Exercise details — An exact copy of all the data, minus the images, is required.

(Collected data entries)
·····

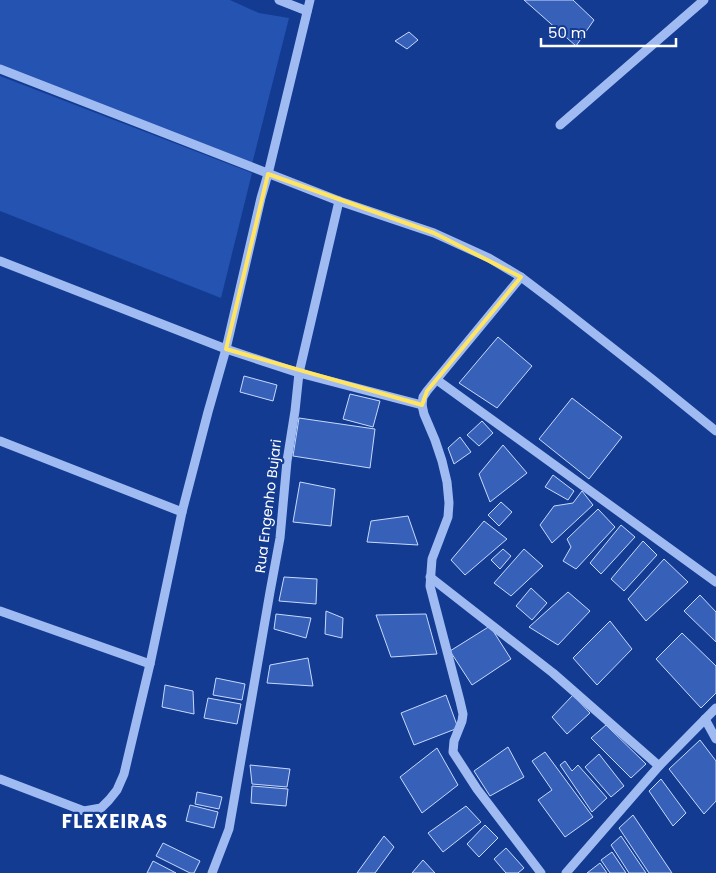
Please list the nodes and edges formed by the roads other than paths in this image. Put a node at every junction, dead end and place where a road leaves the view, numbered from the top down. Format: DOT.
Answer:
graph roads {
  1 [pos="280,0"];
  2 [pos="310,0"];
  3 [pos="704,0"];
  4 [pos="307,11"];
  5 [pos="0,69"];
  6 [pos="560,125"];
  7 [pos="268,174"];
  8 [pos="339,201"];
  9 [pos="0,261"];
  10 [pos="521,277"];
  11 [pos="226,349"];
  12 [pos="299,373"];
  13 [pos="437,380"];
  14 [pos="422,405"];
  15 [pos="716,432"];
  16 [pos="0,441"];
  17 [pos="182,512"];
  18 [pos="430,577"];
  19 [pos="716,582"];
  20 [pos="0,611"];
  21 [pos="150,664"];
  22 [pos="716,708"];
  23 [pos="706,720"];
  24 [pos="716,739"];
  25 [pos="659,766"];
  26 [pos="0,779"];
  27 [pos="212,873"];
  28 [pos="541,873"];
  29 [pos="566,873"];
  1 -- 4 [label="street"];
  2 -- 4 [label="street"];
  3 -- 6 [label="street"];
  4 -- 7 [label="street"];
  5 -- 7 [label="street"];
  7 -- 8 [label="street"];
  7 -- 11 [label="street"];
  8 -- 10 [label="street"];
  8 -- 12 [label="street, Rua Engenho Bujari"];
  9 -- 11 [label="street"];
  10 -- 13 [label="street"];
  10 -- 15 [label="street"];
  11 -- 12 [label="street"];
  11 -- 17 [label="street"];
  12 -- 14 [label="street"];
  12 -- 27 [label="street, Rua Engenho Bujari"];
  13 -- 14 [label="street"];
  13 -- 19 [label="street"];
  14 -- 18 [label="street"];
  16 -- 17 [label="street"];
  17 -- 21 [label="street"];
  18 -- 25 [label="street"];
  18 -- 28 [label="street"];
  20 -- 21 [label="street"];
  21 -- 26 [label="street"];
  22 -- 23 [label="street"];
  23 -- 24 [label="street"];
  23 -- 25 [label="street"];
  25 -- 29 [label="street"];
}
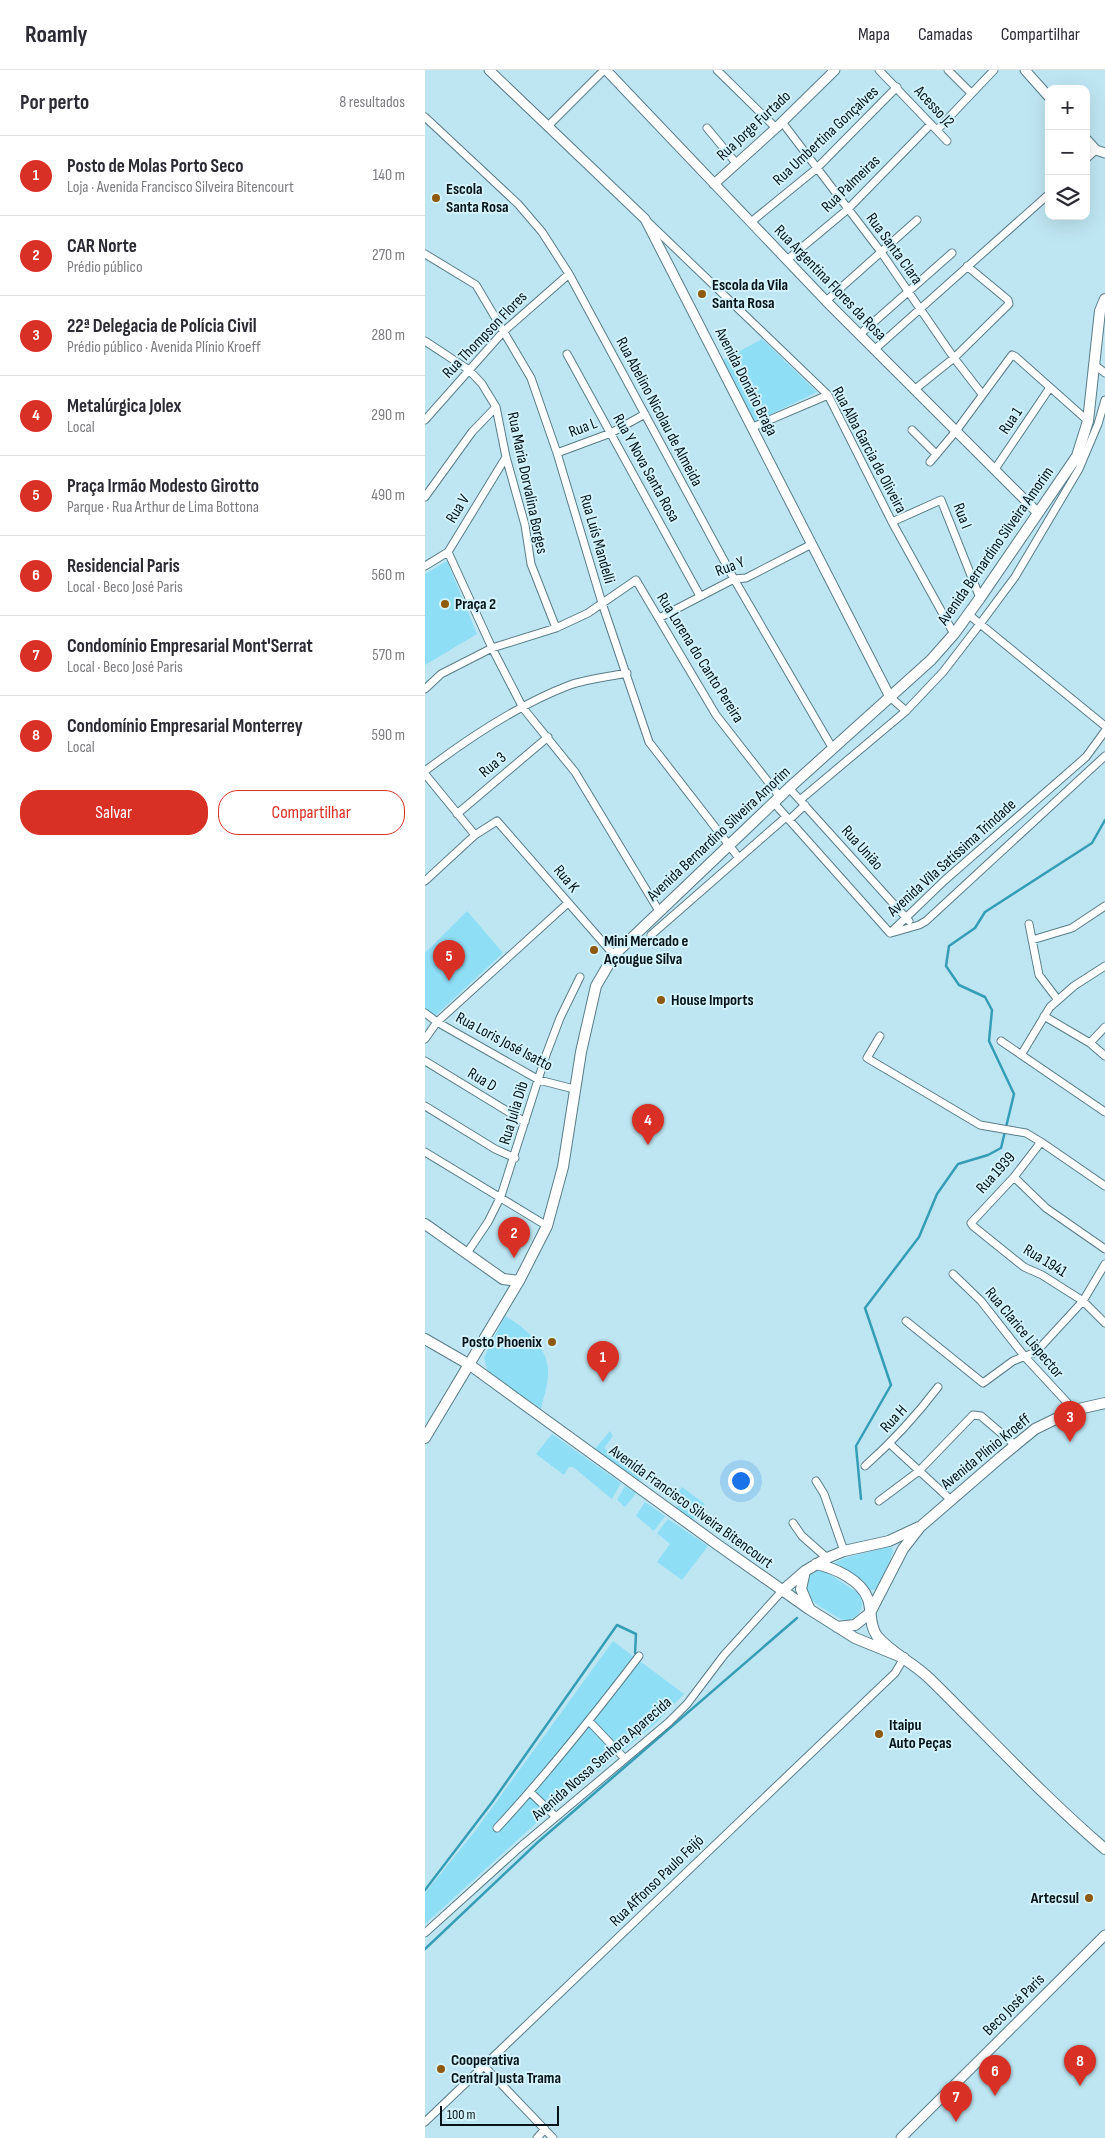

·····

Solution for this problem —
Please list the nodes and edges formed by the roads other than paths in this image. Put a node at every junction, dead end and place where a road leaves the view, numbered from the top down. Format: DOT.
Answer:
graph roads {
  1 [pos="280,0"];
  2 [pos="310,0"];
  3 [pos="704,0"];
  4 [pos="307,11"];
  5 [pos="0,69"];
  6 [pos="560,125"];
  7 [pos="268,174"];
  8 [pos="339,201"];
  9 [pos="0,261"];
  10 [pos="521,277"];
  11 [pos="226,349"];
  12 [pos="299,373"];
  13 [pos="437,380"];
  14 [pos="422,405"];
  15 [pos="716,432"];
  16 [pos="0,441"];
  17 [pos="182,512"];
  18 [pos="430,577"];
  19 [pos="716,582"];
  20 [pos="0,611"];
  21 [pos="150,664"];
  22 [pos="716,708"];
  23 [pos="706,720"];
  24 [pos="716,739"];
  25 [pos="659,766"];
  26 [pos="0,779"];
  27 [pos="212,873"];
  28 [pos="541,873"];
  29 [pos="566,873"];
  1 -- 4 [label="street"];
  2 -- 4 [label="street"];
  3 -- 6 [label="street"];
  4 -- 7 [label="street"];
  5 -- 7 [label="street"];
  7 -- 8 [label="street"];
  7 -- 11 [label="street"];
  8 -- 10 [label="street"];
  8 -- 12 [label="street, Rua Engenho Bujari"];
  9 -- 11 [label="street"];
  10 -- 13 [label="street"];
  10 -- 15 [label="street"];
  11 -- 12 [label="street"];
  11 -- 17 [label="street"];
  12 -- 14 [label="street"];
  12 -- 27 [label="street, Rua Engenho Bujari"];
  13 -- 14 [label="street"];
  13 -- 19 [label="street"];
  14 -- 18 [label="street"];
  16 -- 17 [label="street"];
  17 -- 21 [label="street"];
  18 -- 25 [label="street"];
  18 -- 28 [label="street"];
  20 -- 21 [label="street"];
  21 -- 26 [label="street"];
  22 -- 23 [label="street"];
  23 -- 24 [label="street"];
  23 -- 25 [label="street"];
  25 -- 29 [label="street"];
}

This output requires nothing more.